YOUR TASK.
From the entries below, work out the number of lines that hold the word "roads", and give that number alone.

*** Opening of GIVEN RECORDS ***

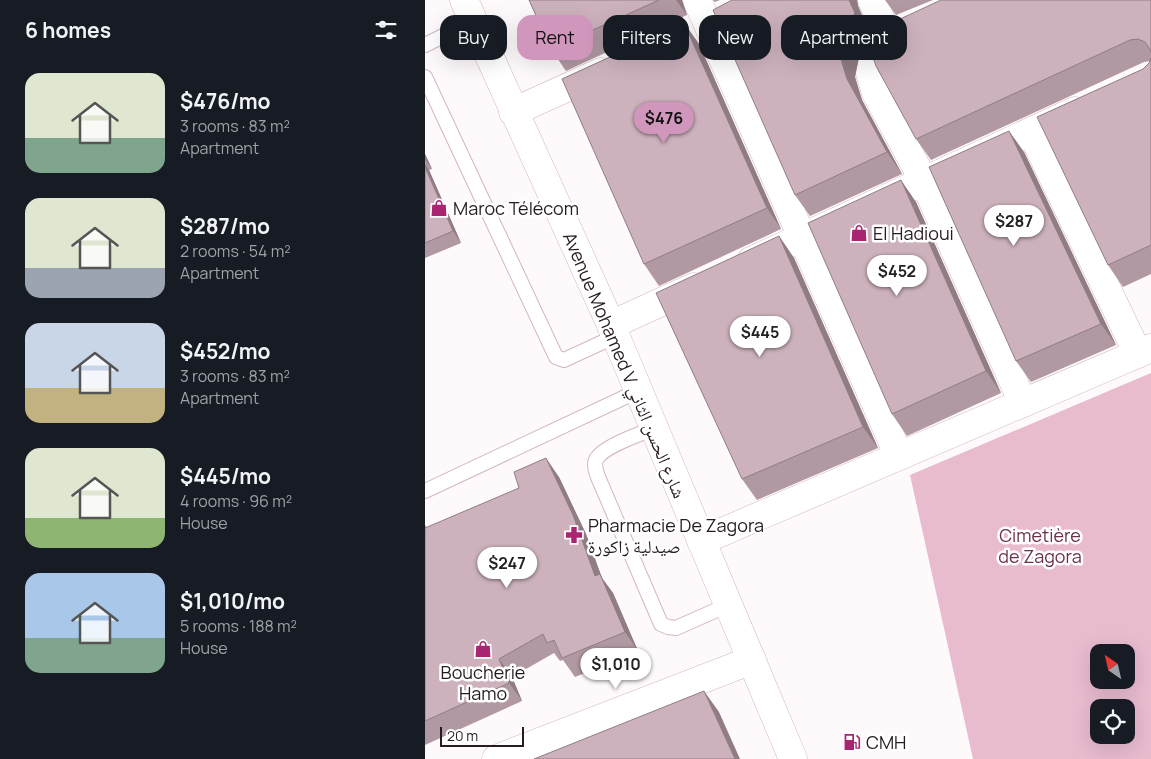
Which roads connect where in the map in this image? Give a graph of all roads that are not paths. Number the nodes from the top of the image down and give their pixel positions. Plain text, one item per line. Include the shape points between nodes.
1 (872, 0) edge
2 (468, 10) edge
3 (703, 12) edge
4 (733, 12) edge
5 (879, 15) edge
6 (924, 20) edge
7 (689, 27) edge
8 (907, 28) edge
9 (425, 45) edge
10 (626, 60) edge
11 (873, 60) edge
12 (425, 78) edge
13 (1094, 102) edge
14 (513, 112) junction
15 (1031, 131) junction
16 (924, 181) junction
17 (802, 237) junction
18 (613, 331) junction
19 (1145, 351) edge
20 (638, 391) junction
21 (1023, 403) junction
22 (654, 428) junction
23 (899, 456) junction
24 (425, 491) edge
25 (701, 541) junction
26 (728, 605) junction
27 (752, 660) junction
28 (507, 757) edge
29 (793, 759) edge

1 - 5 street
2 - 9 lane
2 - 14 street, Avenue Mohamed V شارع الحسن الثاني
3 - 4 street
3 - 7 street
3 - 17 street
6 - 8 street
10 - 14 street
11 - 16 street via 869,73 876,93
12 - 18 lane via 555,357 564,360
13 - 15 street
14 - 18 street, Avenue Mohamed V شارع الحسن الثاني
15 - 16 street
15 - 19 street
16 - 17 street
16 - 21 street
17 - 18 street
17 - 23 street
18 - 20 street, Avenue Mohamed V شارع الحسن الثاني
19 - 21 street
20 - 22 street, Avenue Mohamed V شارع الحسن الثاني
20 - 24 lane
21 - 23 street
22 - 25 street, Avenue Mohamed V شارع الحسن الثاني
22 - 26 lane via 606,449 596,459 598,477 661,624 676,628
23 - 25 street
25 - 26 street, Avenue Mohamed V شارع الحسن الثاني
26 - 27 street, Avenue Mohamed V شارع الحسن الثاني
27 - 28 street
27 - 29 street, Avenue Mohamed V شارع الحسن الثاني

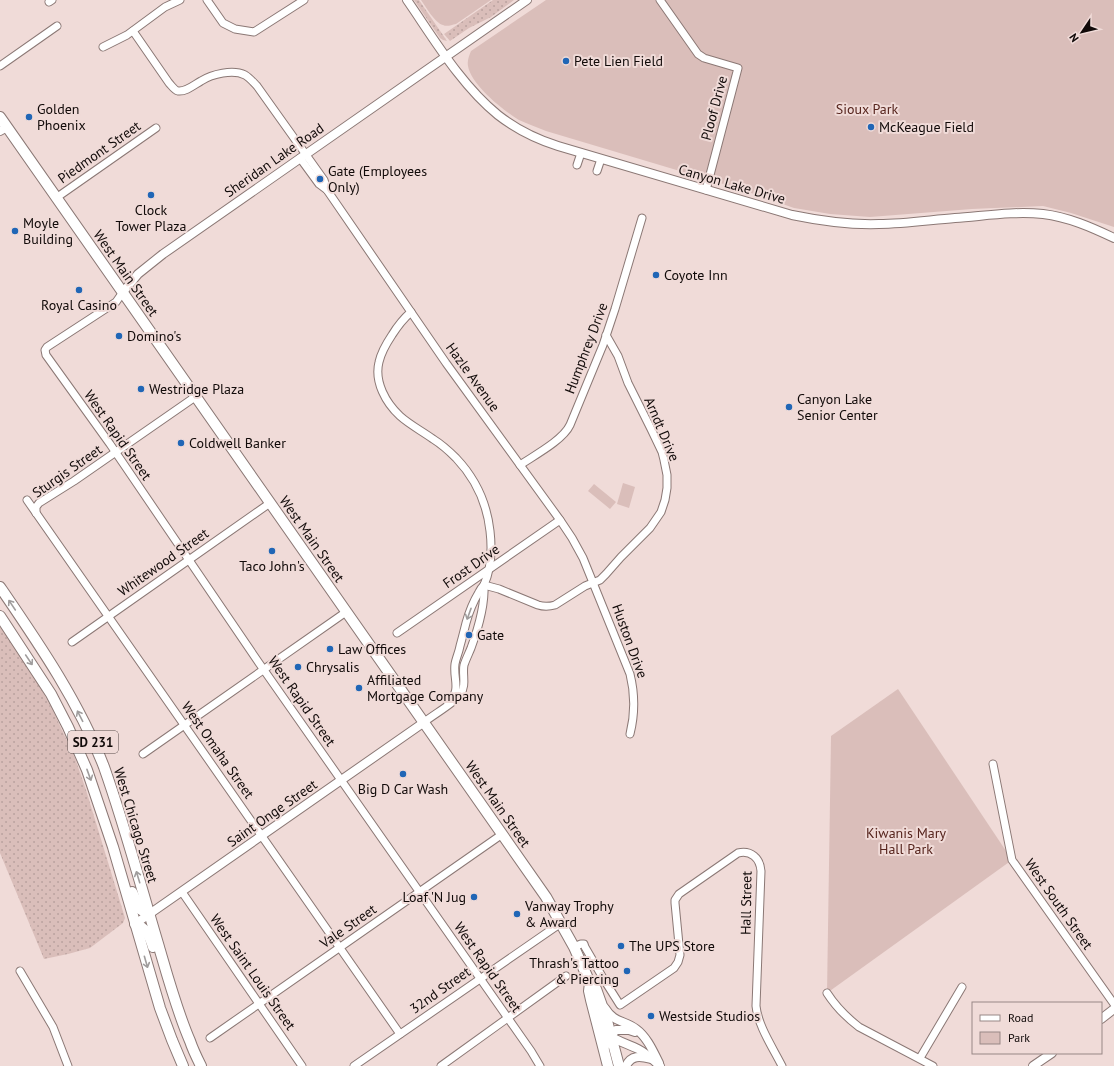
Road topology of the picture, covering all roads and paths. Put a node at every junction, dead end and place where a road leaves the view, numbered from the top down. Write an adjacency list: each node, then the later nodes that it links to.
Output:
1 (180, 0): 8 (street)
2 (207, 0): 3 (street)
3 (304, 0)
4 (407, 0): 10 (street, Canyon Lake Drive)
5 (527, 0): 10 (street, Sheridan Lake Road)
6 (660, 0): 20 (street, Ploof Drive)
7 (57, 26): 11 (street)
8 (133, 31): 9 (street); 16 (street, Hazle Avenue)
9 (103, 47)
10 (446, 57): 15 (street, Canyon Lake Drive); 16 (street, Sheridan Lake Road)
11 (0, 66)
12 (0, 117): 14 (main road, West Main Street)
13 (156, 128): 21 (street, Piedmont Street)
14 (3, 129): 21 (main road, West Main Street)
15 (581, 153): 17 (street, Canyon Lake Drive); 18 (street)
16 (303, 156): 24 (street, Sheridan Lake Road); 25 (street, Hazle Avenue)
17 (601, 159): 19 (street); 20 (street, Canyon Lake Drive)
18 (577, 165)
19 (597, 171)
20 (706, 190): 23 (street, Canyon Lake Drive)
21 (56, 198): 24 (main road, West Main Street)
22 (642, 218): 26 (street, Humphrey Drive)
23 (1114, 238)
24 (123, 292): 27 (street, Sheridan Lake Road); 28 (main road, West Main Street)
25 (411, 312): 30 (street, Hazle Avenue); 36 (street)
26 (606, 335): 30 (street, Humphrey Drive); 37 (street, Arndt Drive)
27 (45, 350): 29 (street, West Rapid Street)
28 (195, 397): 29 (street, Sturgis Street); 32 (main road, West Main Street)
29 (115, 452): 33 (street, Sturgis Street); 35 (street, West Rapid Street)
30 (520, 465): 34 (street, Hazle Avenue)
31 (27, 500): 33 (street, West Omaha Street)
32 (270, 503): 35 (street, Whitewood Street); 40 (main road, West Main Street)
33 (36, 513): 42 (street, West Omaha Street)
34 (560, 520): 36 (street, Frost Drive); 37 (street, Hazle Avenue)
35 (188, 560): 42 (street, Whitewood Street); 45 (street, West Rapid Street)
36 (488, 570): 38 (street); 43 (street, Frost Drive)
37 (594, 582): 38 (street, Arndt Drive); 49 (street, Huston Drive)
38 (484, 585): 46 (street, one-way to 46); 46 (street)
39 (0, 587): 58 (main road, West Chicago Street / SD 231, one-way to 39)
40 (346, 612): 45 (street); 47 (main road, West Main Street)
41 (0, 616): 53 (main road, West Chicago Street / SD 231, one-way to 53)
42 (109, 616): 44 (street, Whitewood Street); 48 (street, West Omaha Street)
43 (396, 633)
44 (72, 642)
45 (264, 669): 48 (street); 52 (street, West Rapid Street)
46 (448, 704): 47 (street)
47 (423, 722): 52 (street, Saint Onge Street); 54 (main road, West Main Street)
48 (184, 724): 50 (street); 55 (street, West Omaha Street)
49 (630, 734)
50 (142, 754)
51 (993, 764): 72 (street, West South Street)
52 (342, 780): 55 (street, Saint Onge Street); 57 (street, West Rapid Street)
53 (103, 814): 58 (main road); 60 (main road, West Chicago Street / SD 231)
54 (501, 835): 57 (street, Vale Street); 59 (main road, West Main Street)
55 (262, 836): 56 (street, Saint Onge Street); 62 (street, West Omaha Street)
56 (182, 892): 58 (street, Saint Onge Street); 71 (street, West Saint Louis Street)
57 (420, 892): 62 (street, Vale Street); 65 (street, West Rapid Street)
58 (149, 915): 60 (street, Saint Onge Street); 76 (main road, West Chicago Street / SD 231)
59 (561, 923): 61 (main road, West Main Street); 65 (street, 32nd Street)
60 (135, 924): 76 (main road); 87 (main road, West Chicago Street / SD 231, one-way to 87)
61 (574, 947): 66 (street, Hall Street); 67 (main road, West Main Street)
62 (340, 948): 71 (street, Vale Street); 77 (street, West Omaha Street)
63 (20, 971): 86 (street)
64 (566, 976): 74 (street)
65 (480, 978): 74 (street, West Rapid Street); 77 (street, 32nd Street)
66 (603, 978): 67 (street); 97 (street, Hall Street)
67 (590, 987): 70 (main road, West Main Street); 79 (street, West Main Street); 81 (main road)
68 (962, 987): 83 (street)
69 (827, 993): 83 (street)
70 (601, 1000): 78 (street, West Main Street); 79 (main road)
71 (259, 1003): 80 (street, Vale Street); 89 (street, West Saint Louis Street)
72 (1114, 1004)
73 (1114, 1009): 75 (street)
74 (508, 1018): 91 (street); 92 (street, West Rapid Street)
75 (1102, 1018)
76 (186, 1032): 88 (main road, West Chicago Street / SD 231)
77 (400, 1034): 90 (street, 32nd Street)
78 (643, 1035): 79 (street); 96 (street, West Main Street)
79 (610, 1036): 81 (street); 84 (street, West Main Street); 94 (main road)
80 (210, 1038)
81 (604, 1049): 93 (main road)
82 (1051, 1054): 85 (street)
83 (920, 1058): 98 (street)
84 (653, 1060): 95 (street); 96 (street, West Main Street)
85 (1038, 1065)
86 (68, 1066)
87 (183, 1066)
88 (201, 1066)
89 (302, 1066)
90 (354, 1066)
91 (441, 1066)
92 (540, 1066)
93 (608, 1066)
94 (619, 1066)
95 (626, 1066)
96 (660, 1066)
97 (782, 1066)
98 (933, 1066)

*** Close of GIVEN RECORDS ***

SOLVED PROBLEM.
2